Reexamining Environmentalism
http://www.youtube.com/watch?v=iGCfiv1xtoU
Last night I went to a viewing of the new documentary The Examined Life. The documentary is a series of 10 minute long interviews with contemporary philosophers and intellectuals. On the whole, I didn't find the views presented particularly new or fresh, though I did find the movie engaging. There was one philosopher whose views I found very new and interesting: Slavoj Zizek. I have posted a link to his interview here. Zizek's views directly oppose ecology and environmentalism, views that some of us hold very dearly and may perhaps view as unquestionable. I don't expect Zizek to convince anyone to give up their ecological concerns. However, I hold the value of questioning my values above my value of the environment. As such, I think Zizek provides an interesting new voice into the conversation. It is worth noting that Zizek is not some shmcuk off the street either--he is one of the most respected philosophers alive today. Though Zizek is notoriously subversive and we can't really know whether he believes anything he is saying, he presents a well-reasoned argument.
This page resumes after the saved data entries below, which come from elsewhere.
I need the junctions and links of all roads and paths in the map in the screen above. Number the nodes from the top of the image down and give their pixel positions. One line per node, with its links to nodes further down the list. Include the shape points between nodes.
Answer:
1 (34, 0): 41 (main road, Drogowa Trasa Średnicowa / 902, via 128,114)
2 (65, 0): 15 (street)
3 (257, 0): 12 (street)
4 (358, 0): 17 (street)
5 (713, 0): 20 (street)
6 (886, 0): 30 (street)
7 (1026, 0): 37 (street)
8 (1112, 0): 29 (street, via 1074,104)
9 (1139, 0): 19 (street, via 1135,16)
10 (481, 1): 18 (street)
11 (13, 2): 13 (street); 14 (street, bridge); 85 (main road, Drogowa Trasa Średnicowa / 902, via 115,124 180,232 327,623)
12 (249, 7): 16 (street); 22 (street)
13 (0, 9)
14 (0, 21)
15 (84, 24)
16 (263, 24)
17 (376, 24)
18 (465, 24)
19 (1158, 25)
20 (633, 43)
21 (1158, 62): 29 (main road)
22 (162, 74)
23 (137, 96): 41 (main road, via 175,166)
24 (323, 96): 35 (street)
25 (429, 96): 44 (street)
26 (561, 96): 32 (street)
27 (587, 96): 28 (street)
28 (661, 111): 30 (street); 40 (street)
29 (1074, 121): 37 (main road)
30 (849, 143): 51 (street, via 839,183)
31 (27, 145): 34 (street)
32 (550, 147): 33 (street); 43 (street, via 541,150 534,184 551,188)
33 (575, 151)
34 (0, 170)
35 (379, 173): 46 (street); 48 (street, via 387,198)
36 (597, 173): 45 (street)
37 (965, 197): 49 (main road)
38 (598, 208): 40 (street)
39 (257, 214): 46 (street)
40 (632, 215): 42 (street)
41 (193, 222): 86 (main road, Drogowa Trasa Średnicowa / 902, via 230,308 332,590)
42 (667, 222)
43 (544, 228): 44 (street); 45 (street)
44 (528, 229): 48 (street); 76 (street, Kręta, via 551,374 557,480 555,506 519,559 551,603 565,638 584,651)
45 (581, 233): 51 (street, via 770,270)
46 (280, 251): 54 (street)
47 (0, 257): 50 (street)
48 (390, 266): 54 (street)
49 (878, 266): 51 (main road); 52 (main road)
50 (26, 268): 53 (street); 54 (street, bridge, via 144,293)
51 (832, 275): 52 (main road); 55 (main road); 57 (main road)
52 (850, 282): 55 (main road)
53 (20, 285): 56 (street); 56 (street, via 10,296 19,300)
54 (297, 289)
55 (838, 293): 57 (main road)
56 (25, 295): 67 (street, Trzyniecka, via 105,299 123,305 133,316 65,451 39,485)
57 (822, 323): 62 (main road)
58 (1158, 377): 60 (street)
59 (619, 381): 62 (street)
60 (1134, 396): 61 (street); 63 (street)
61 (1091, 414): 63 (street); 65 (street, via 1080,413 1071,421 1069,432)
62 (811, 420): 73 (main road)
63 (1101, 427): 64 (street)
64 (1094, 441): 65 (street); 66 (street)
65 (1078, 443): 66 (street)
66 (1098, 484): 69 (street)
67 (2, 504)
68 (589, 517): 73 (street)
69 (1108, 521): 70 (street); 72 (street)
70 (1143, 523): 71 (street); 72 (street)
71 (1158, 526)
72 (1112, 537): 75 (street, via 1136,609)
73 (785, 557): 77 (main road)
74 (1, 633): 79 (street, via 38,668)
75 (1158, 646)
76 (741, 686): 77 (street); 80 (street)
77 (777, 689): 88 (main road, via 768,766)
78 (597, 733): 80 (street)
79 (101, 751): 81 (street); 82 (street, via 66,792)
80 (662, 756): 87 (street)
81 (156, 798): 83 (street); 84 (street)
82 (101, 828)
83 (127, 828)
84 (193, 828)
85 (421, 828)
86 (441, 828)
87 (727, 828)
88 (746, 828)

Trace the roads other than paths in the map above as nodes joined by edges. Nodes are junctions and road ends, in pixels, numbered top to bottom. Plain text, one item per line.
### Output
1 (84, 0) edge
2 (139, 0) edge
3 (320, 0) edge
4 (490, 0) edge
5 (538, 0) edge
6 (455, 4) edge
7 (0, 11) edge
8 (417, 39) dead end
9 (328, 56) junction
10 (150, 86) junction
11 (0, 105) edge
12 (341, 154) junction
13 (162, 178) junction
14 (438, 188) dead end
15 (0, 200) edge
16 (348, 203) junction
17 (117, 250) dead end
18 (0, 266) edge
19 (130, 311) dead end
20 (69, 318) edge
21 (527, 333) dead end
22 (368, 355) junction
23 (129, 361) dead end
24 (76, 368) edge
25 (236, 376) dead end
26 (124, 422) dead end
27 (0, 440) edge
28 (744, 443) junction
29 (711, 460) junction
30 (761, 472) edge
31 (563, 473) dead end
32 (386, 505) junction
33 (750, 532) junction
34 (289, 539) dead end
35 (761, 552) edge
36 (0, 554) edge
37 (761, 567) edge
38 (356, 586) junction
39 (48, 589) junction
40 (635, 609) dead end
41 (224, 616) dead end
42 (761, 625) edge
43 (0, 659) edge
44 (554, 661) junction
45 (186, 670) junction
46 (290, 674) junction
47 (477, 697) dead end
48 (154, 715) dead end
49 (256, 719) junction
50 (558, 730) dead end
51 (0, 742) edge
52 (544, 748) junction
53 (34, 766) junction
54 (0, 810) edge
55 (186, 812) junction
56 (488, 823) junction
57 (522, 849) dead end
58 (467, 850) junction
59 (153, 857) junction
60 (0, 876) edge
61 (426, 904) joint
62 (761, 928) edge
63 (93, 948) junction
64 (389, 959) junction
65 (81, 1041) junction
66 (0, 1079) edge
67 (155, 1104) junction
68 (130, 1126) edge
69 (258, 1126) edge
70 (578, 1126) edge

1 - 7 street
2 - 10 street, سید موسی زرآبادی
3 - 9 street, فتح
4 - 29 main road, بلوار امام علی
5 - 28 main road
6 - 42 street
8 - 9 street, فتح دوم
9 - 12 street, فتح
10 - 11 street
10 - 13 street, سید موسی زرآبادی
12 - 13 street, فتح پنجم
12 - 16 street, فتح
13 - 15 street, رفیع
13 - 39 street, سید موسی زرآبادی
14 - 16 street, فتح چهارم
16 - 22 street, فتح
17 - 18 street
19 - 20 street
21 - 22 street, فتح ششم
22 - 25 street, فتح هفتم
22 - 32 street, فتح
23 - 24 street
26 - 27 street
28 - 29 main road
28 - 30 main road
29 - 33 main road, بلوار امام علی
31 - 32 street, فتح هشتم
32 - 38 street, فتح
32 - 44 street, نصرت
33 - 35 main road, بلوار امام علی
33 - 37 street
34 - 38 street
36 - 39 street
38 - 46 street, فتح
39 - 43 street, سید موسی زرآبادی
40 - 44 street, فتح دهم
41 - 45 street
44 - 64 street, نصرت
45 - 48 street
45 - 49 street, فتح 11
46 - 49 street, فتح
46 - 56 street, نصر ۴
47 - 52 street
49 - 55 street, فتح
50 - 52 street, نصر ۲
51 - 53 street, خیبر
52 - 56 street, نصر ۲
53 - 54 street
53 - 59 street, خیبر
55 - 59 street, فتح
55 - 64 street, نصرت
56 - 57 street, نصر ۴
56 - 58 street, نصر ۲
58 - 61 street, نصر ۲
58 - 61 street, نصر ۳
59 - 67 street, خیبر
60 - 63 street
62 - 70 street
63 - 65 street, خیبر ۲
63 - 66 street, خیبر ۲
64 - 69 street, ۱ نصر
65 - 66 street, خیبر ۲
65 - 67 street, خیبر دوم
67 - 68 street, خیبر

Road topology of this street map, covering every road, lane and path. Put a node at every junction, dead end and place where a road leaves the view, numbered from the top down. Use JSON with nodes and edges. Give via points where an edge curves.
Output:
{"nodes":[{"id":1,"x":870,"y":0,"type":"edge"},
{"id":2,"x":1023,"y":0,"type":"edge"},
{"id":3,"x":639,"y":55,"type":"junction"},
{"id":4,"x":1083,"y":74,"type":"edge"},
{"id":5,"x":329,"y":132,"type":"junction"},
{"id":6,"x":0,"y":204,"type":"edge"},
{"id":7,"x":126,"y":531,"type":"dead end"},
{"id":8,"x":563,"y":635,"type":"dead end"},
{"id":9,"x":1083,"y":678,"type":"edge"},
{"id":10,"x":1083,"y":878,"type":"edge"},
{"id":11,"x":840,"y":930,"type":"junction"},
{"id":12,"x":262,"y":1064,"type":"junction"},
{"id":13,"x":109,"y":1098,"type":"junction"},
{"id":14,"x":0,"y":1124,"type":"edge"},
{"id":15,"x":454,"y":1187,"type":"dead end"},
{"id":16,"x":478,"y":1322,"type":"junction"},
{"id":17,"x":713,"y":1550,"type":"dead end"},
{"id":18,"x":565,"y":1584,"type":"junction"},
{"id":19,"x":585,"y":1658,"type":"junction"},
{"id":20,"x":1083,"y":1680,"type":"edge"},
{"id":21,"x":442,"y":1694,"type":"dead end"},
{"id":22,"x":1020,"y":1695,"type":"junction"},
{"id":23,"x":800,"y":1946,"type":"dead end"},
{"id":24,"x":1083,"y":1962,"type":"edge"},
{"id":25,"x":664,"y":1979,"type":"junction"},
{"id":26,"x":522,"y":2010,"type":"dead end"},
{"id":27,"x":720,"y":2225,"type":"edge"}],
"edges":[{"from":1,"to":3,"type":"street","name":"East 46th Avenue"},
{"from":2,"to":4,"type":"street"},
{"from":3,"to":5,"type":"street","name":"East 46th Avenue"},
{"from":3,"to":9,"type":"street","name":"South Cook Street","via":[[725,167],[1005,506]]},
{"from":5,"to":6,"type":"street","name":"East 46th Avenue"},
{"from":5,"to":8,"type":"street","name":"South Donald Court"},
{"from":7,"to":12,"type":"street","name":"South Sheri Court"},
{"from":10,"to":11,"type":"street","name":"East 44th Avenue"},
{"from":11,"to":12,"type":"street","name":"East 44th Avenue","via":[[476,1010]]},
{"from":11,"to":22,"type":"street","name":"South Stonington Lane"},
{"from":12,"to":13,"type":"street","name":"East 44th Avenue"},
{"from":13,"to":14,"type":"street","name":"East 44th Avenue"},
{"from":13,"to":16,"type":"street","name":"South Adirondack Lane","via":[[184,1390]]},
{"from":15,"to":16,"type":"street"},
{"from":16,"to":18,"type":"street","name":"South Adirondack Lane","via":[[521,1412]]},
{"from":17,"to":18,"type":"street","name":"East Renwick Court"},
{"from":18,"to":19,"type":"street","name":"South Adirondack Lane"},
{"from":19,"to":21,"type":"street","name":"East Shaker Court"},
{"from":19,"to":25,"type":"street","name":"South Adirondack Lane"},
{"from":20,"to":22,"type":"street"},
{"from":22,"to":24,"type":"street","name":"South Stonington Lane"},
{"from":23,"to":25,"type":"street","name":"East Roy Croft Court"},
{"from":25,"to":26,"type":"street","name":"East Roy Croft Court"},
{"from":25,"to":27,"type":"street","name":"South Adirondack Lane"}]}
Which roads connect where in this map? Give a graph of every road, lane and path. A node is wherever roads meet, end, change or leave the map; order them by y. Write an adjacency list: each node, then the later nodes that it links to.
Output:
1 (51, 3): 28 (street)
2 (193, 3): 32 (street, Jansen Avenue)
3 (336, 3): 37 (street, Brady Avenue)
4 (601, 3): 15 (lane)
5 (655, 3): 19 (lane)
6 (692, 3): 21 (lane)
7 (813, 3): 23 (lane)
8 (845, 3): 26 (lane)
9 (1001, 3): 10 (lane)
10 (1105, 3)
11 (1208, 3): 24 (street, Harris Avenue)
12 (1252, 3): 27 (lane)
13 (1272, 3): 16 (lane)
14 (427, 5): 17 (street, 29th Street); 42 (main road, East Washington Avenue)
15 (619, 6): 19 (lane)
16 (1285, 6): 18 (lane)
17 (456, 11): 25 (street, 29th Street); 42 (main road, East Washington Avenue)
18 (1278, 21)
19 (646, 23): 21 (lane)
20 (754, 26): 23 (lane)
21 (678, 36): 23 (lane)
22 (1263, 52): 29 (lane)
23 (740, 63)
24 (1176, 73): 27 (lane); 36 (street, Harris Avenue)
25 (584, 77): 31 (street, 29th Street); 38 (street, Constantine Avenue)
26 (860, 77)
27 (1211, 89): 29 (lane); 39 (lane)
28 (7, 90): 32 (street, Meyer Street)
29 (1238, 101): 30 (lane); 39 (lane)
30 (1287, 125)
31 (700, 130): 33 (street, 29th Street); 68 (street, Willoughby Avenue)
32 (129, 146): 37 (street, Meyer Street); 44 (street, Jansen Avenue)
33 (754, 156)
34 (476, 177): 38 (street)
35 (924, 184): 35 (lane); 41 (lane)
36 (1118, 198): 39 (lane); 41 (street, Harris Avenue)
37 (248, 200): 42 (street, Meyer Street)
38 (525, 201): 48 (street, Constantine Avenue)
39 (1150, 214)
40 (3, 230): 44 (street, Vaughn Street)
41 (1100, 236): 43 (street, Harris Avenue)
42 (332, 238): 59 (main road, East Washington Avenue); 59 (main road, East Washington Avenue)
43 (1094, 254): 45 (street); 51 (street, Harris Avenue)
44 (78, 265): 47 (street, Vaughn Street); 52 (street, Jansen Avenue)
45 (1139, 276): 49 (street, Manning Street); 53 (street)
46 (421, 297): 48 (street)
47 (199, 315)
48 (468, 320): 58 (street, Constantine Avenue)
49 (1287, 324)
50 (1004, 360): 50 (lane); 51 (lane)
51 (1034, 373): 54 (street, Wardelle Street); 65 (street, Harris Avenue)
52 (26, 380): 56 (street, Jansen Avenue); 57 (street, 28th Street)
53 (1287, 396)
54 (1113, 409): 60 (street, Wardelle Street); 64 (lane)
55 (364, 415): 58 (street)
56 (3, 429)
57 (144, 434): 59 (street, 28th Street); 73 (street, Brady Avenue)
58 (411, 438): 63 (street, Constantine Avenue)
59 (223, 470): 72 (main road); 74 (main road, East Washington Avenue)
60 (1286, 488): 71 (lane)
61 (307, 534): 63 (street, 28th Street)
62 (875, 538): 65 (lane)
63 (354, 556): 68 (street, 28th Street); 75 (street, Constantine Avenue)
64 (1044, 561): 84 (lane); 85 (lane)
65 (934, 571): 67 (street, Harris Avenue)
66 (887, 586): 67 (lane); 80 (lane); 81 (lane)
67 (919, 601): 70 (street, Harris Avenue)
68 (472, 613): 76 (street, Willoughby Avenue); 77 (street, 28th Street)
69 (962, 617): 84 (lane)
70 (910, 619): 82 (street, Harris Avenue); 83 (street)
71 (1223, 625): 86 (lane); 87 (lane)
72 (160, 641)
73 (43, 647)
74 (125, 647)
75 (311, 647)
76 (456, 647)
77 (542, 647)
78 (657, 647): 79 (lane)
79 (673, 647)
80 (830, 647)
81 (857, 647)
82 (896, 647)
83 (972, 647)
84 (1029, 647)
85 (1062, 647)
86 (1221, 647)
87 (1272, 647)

Whether or not he actually holds the beliefs that he presents should not effect the strength of his argument. I think Zizek's ultimate point (besides the idea of questioning everything) is that we ought accept things that make us human and not try to repress ourselves. I think that Zizek sees ecology as a limit on humans that we impose unnecessarily. I'm not sure how far I would go in agreeing with the views Zizek presents, though I firmly believe that dogmatically attaching oneself to a doctrine is limiting, perhaps conservative, and a form of self-deception. That we may simultaneously argue against conservatism, dogmatism and self-deception while dogmatically attaching ourselves to environmentalism is contradictory.